SUPPLIED DATA
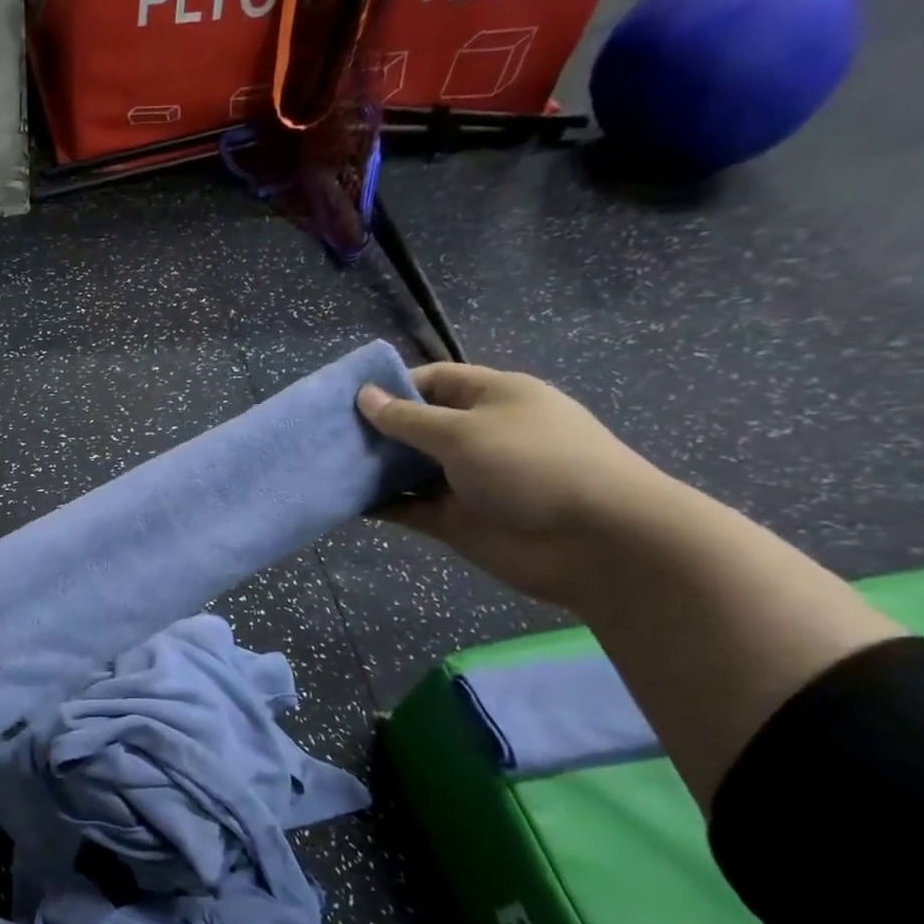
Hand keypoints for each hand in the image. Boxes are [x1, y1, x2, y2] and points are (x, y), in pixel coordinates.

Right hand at [356, 364, 674, 606]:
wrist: (598, 543)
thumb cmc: (534, 464)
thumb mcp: (465, 431)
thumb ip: (408, 419)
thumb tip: (364, 396)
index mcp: (493, 398)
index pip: (434, 381)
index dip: (392, 386)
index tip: (346, 400)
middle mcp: (478, 435)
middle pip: (416, 425)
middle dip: (374, 429)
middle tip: (324, 435)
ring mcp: (467, 479)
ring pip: (408, 469)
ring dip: (372, 469)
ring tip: (325, 467)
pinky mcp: (456, 519)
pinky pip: (409, 507)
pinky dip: (380, 504)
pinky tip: (343, 501)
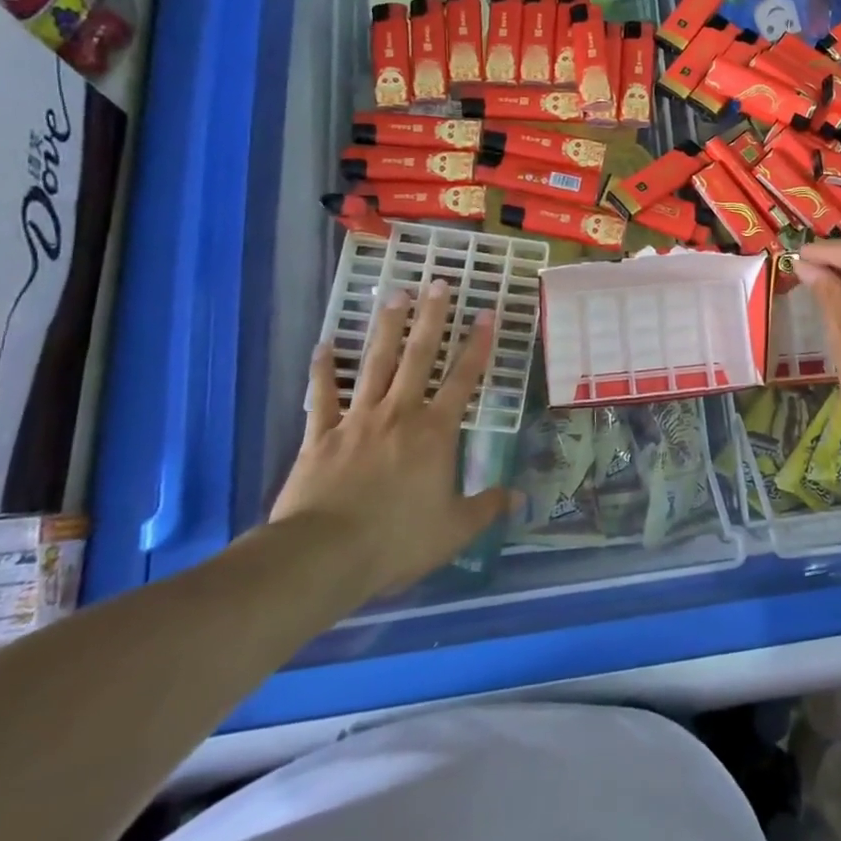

WORK REQUEST
Your task is to copy each line of the listing that holds the word "pinky".

REPLY
pinky mcp: (456, 519)
pinky pip: (409, 507)
pinky dip: (380, 504)
pinky tip: (343, 501)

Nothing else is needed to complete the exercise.